In its Reply, GLCC argues that the June 26, 2015, Offer was a full and complete offer as to all essential material terms. GLCC also argues that the mechanics of how billing would occur going forward was not a material term, but one that the parties recognized could be resolved later.
In its post-hearing letter brief, GLCC also argues that the omitted terms on which AT & T relies were merely matters of “implementation” and not “essential elements” of any settlement agreement. In its second post-hearing letter brief, AT & T rejects the contention that these terms were not “essential,” where GLCC raised them and described them as something that the parties would have to “revisit” in its June 26, 2015, correspondence; during the conference call on June 26, 2015, Mr. Hunseder pointed out that such terms were missing from AT & T's June 26, 2015, Offer and asked if GLCC wished to “negotiate” them then, but GLCC's attorneys said they could be “negotiated” later; and these terms could make millions of dollars difference in the billings going forward.
b. Analysis
As mentioned, above, to be bound, “contract parties must manifest mutual asset to the terms of the contract,” and such assent “usually is given through the offer and acceptance.” Rick, 706 N.W.2d at 724; see also Rucker v. Taylor, 828 N.W.2d 595, 602 (Iowa 2013) (“Mutual assent is ordinarily manifested through offer and acceptance, within our contract principles.” (citing Anderson v. Douglas & Lomason Co., 540 N.W.2d 277, 285 (Iowa 1995), and Restatement (Second) Of Contracts § 22(1)). Just as some “secret intention” will not determine the proper interpretation of contract terms, see Peak, 799 N.W.2d at 544, “ ‘mutual assent [required to create a contract] is based on objective evidence, not the hidden intent of the parties.’ ” Schaer, 644 N.W.2d at 338 (quoting Hill–Shafer P'ship v. Chilson Family Trust, 165 Ariz. 469, 799 P.2d 810, 815 (1990), and also citing Heartland Express, Inc., 631 N.W.2d at 268; McCarter v. Uban, 166 N.W.2d 910, 913 (Iowa 1969); and I E. Allan Farnsworth, Farnsworth On Contracts § 3.6, at 192–94 (2d ed.1998)). This objective standard considers “ ‘what a normally constituted person would have understood [the parties' words and actions] to mean, when used in their actual setting.’ ” Rucker, 828 N.W.2d at 602 (quoting Anderson, 540 N.W.2d at 286). Indeed, in their post-hearing letter briefs, the parties agree that the standard in deciding whether an offer (or counteroffer) has been made is an objective one, not a subjective one, citing, inter alia, Phipps v. IASD Health Services Corp. , 558 N.W.2d 198, 203 (Iowa 1997) (“We look for the existence of an offer objectively, not subjectively.”); Anderson, 540 N.W.2d at 285; Fairway Ctr. Corp. v. UIP Corp., 502 F.2d 1135, 1140 (8th Cir.1974); Kopple v. Schick Farms, Ltd., 447 F.Supp.2d 965, 974 (N.D.Iowa 2006).

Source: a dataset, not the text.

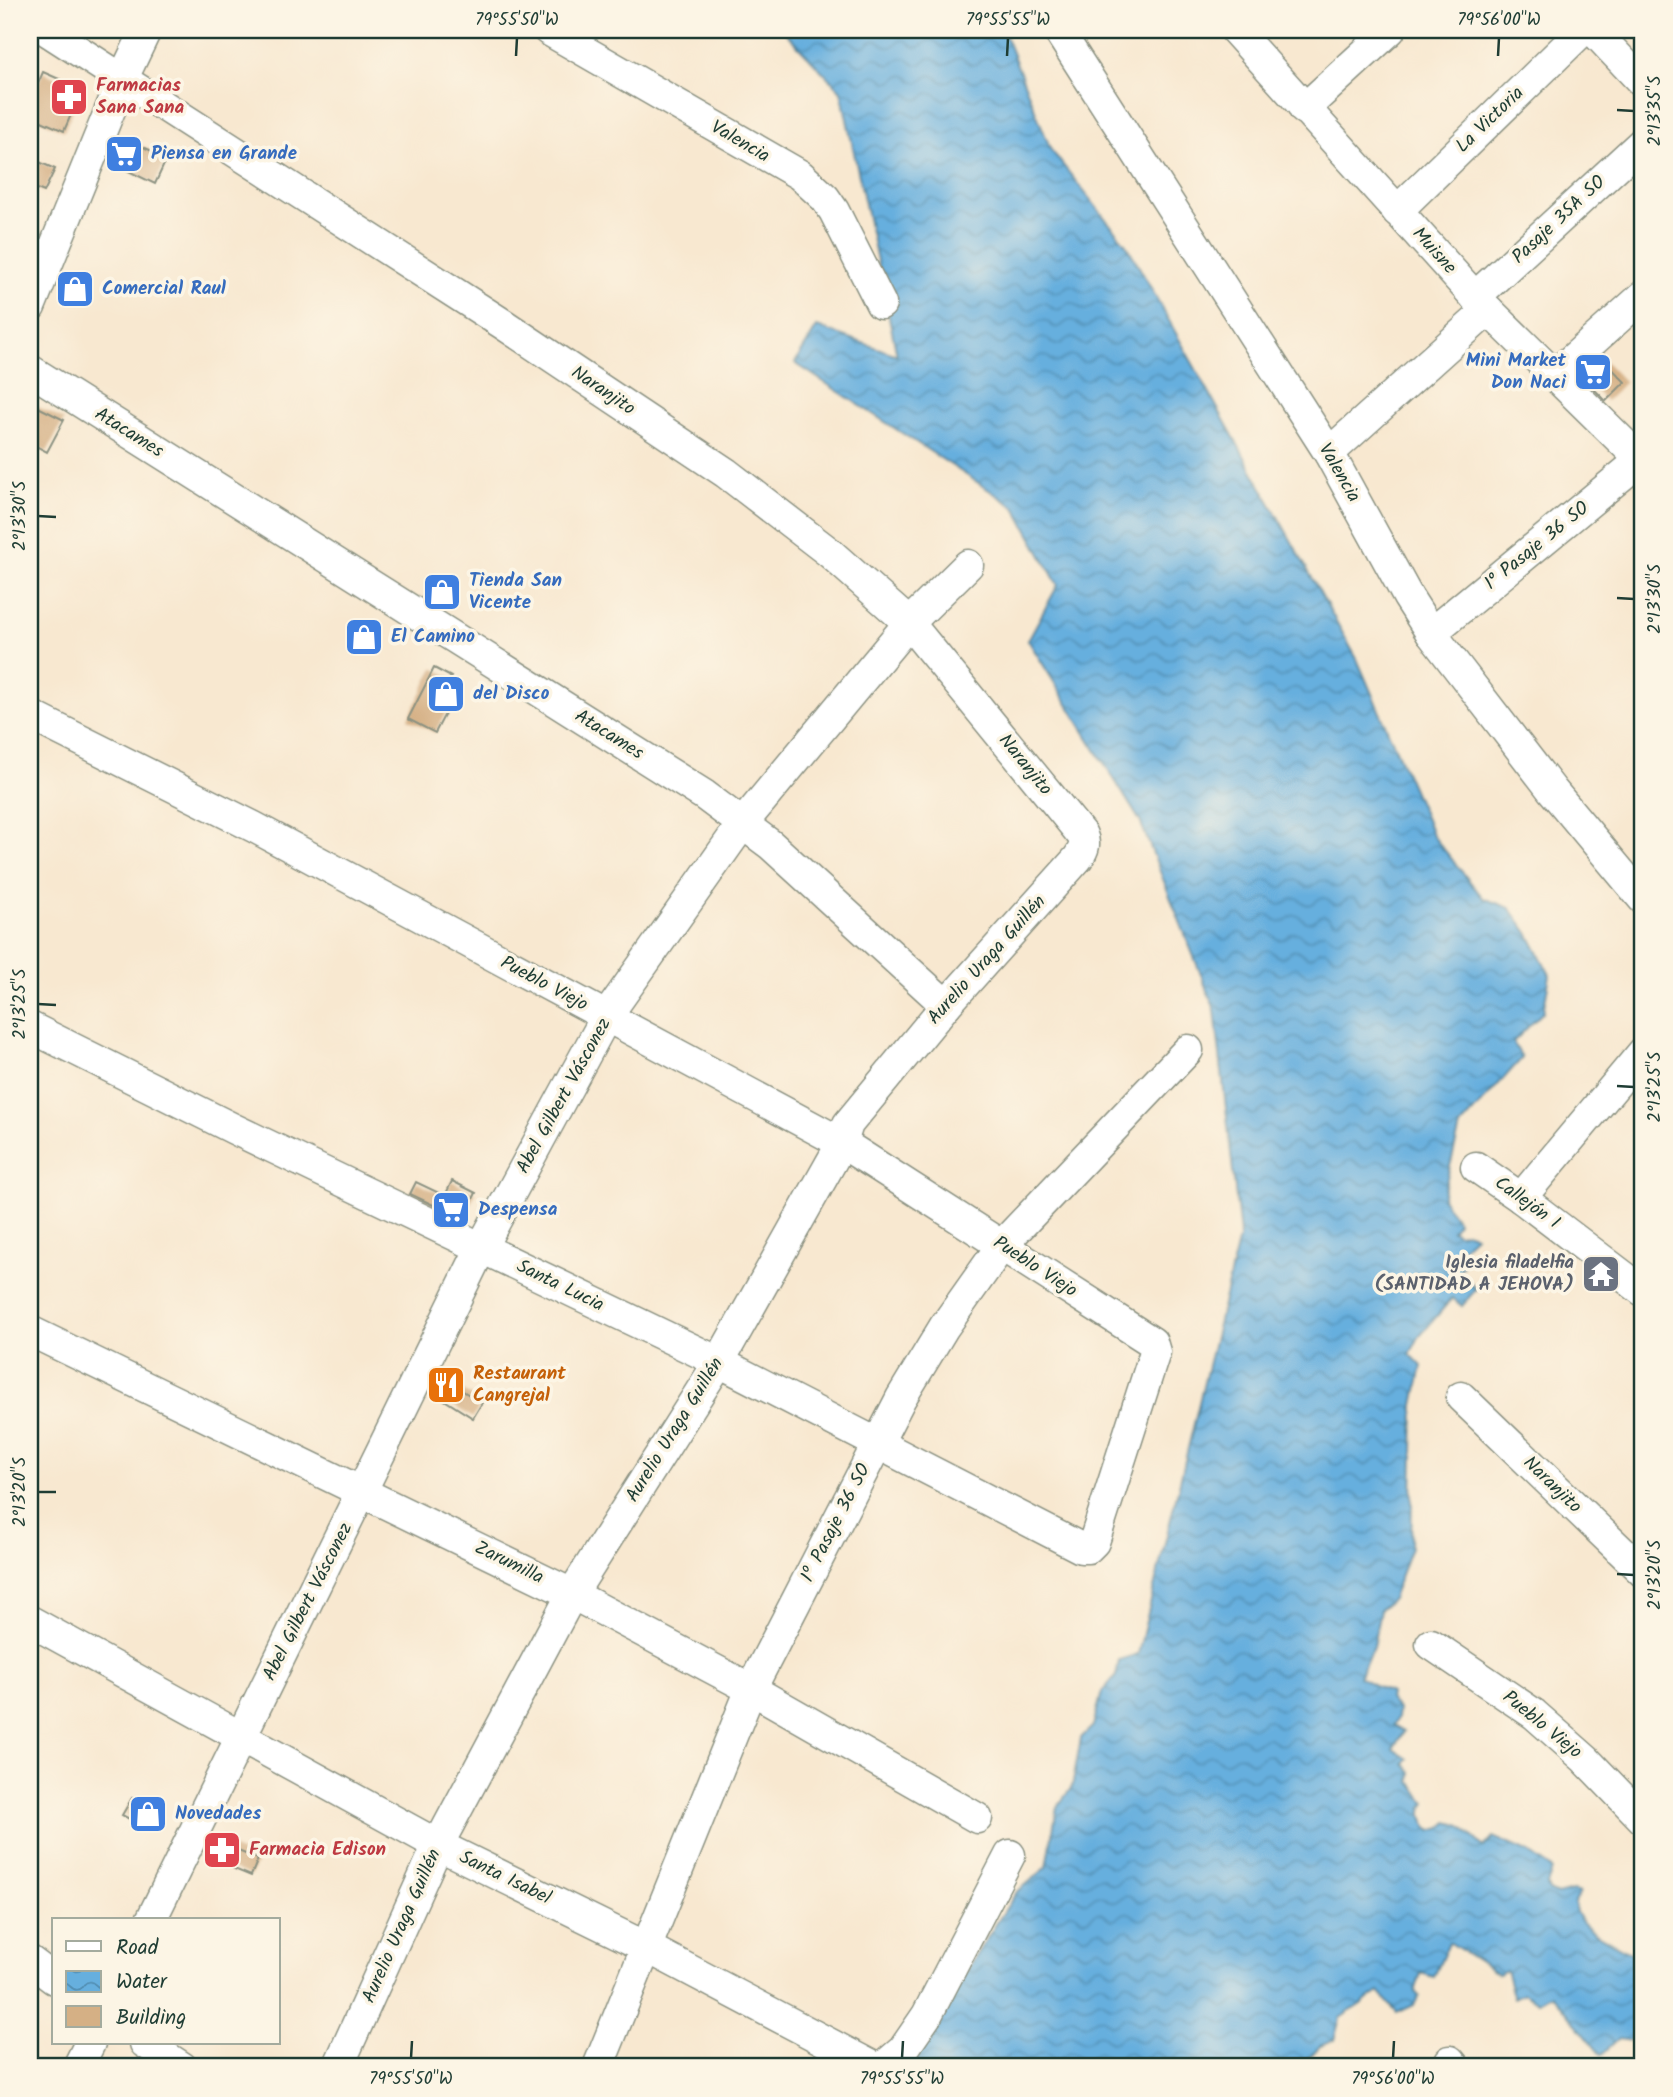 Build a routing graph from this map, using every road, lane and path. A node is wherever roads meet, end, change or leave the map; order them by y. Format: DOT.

More specifically, “[a]n offer is a ‘manifestation of willingness to enter into a bargain, so made as to justify another person in understanding that his assent to that bargain is invited and will conclude it.’ ” Anderson, 540 N.W.2d at 285 (quoting Restatement (Second) Of Contracts § 24, at 71 (1981)). “In other words, ‘[t]he test for an offer is whether it induces a reasonable belief in the recipient that he can, by accepting, bind the sender.’ ” Rucker, 828 N.W.2d at 602 (quoting Anderson, 540 N.W.2d at 285)). “ ‘[T]he fact that one or more terms of a proposed bargain are left open or uncertain may show that a manifestation of intention is not intended to be understood as an offer or as an acceptance.’ ” Id. (quoting Restatement (Second) Of Contracts § 33(3) at 92, and also citing Anderson, 540 N.W.2d at 286). Also, Restatement (Second) Of ContractsS § 26 provides as follows:
A manifestation of willingness to enter into a bargain is not an offer if the person to whom it is addressed knows or has reason to know that the person making it does not intend to conclude a bargain until he has made a further manifestation of assent.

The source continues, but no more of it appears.